Assignment:
Repeat the whole listing. Keep it exact.

Provided records:
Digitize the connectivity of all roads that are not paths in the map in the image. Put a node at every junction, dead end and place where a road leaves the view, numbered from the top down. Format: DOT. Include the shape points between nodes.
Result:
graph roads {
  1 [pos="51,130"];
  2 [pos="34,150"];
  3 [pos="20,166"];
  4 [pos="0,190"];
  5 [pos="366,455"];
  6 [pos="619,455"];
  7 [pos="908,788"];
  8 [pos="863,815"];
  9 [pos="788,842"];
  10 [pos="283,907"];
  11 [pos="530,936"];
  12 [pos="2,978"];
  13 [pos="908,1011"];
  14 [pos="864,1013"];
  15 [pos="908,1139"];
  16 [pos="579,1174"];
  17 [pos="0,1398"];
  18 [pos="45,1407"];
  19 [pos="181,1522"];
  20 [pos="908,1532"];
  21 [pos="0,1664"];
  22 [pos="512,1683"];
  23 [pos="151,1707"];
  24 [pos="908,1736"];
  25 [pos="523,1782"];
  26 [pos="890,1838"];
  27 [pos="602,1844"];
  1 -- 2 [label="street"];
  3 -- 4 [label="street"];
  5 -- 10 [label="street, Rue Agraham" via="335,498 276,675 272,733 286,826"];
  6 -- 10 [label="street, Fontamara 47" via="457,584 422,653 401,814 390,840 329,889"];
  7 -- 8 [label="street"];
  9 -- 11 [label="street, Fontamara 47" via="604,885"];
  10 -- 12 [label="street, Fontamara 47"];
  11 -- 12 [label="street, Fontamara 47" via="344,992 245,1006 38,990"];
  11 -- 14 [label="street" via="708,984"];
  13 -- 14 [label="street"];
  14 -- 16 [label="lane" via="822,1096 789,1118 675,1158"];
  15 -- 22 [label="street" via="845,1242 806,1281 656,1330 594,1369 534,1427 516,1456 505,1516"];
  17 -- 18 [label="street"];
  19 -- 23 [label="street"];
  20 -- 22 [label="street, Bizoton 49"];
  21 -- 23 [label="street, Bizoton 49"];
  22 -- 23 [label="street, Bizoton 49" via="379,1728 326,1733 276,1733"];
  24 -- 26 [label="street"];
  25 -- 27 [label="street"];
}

Output for this exercise:
Digitize the connectivity of all roads that are not paths in the map in the image. Put a node at every junction, dead end and place where a road leaves the view, numbered from the top down. Format: DOT. Include the shape points between nodes.
Result:
graph roads {
  1 [pos="51,130"];
  2 [pos="34,150"];
  3 [pos="20,166"];
  4 [pos="0,190"];
  5 [pos="366,455"];
  6 [pos="619,455"];
  7 [pos="908,788"];
  8 [pos="863,815"];
  9 [pos="788,842"];
  10 [pos="283,907"];
  11 [pos="530,936"];
  12 [pos="2,978"];
  13 [pos="908,1011"];
  14 [pos="864,1013"];
  15 [pos="908,1139"];
  16 [pos="579,1174"];
  17 [pos="0,1398"];
  18 [pos="45,1407"];
  19 [pos="181,1522"];
  20 [pos="908,1532"];
  21 [pos="0,1664"];
  22 [pos="512,1683"];
  23 [pos="151,1707"];
  24 [pos="908,1736"];
  25 [pos="523,1782"];
  26 [pos="890,1838"];
  27 [pos="602,1844"];
  1 -- 2 [label="street"];
  3 -- 4 [label="street"];
  5 -- 10 [label="street, Rue Agraham" via="335,498 276,675 272,733 286,826"];
  6 -- 10 [label="street, Fontamara 47" via="457,584 422,653 401,814 390,840 329,889"];
  7 -- 8 [label="street"];
  9 -- 11 [label="street, Fontamara 47" via="604,885"];
  10 -- 12 [label="street, Fontamara 47"];
  11 -- 12 [label="street, Fontamara 47" via="344,992 245,1006 38,990"];
  11 -- 14 [label="street" via="708,984"];
  13 -- 14 [label="street"];
  14 -- 16 [label="lane" via="822,1096 789,1118 675,1158"];
  15 -- 22 [label="street" via="845,1242 806,1281 656,1330 594,1369 534,1427 516,1456 505,1516"];
  17 -- 18 [label="street"];
  19 -- 23 [label="street"];
  20 -- 22 [label="street, Bizoton 49"];
  21 -- 23 [label="street, Bizoton 49"];
  22 -- 23 [label="street, Bizoton 49" via="379,1728 326,1733 276,1733"];
  24 -- 26 [label="street"];
  25 -- 27 [label="street"];
}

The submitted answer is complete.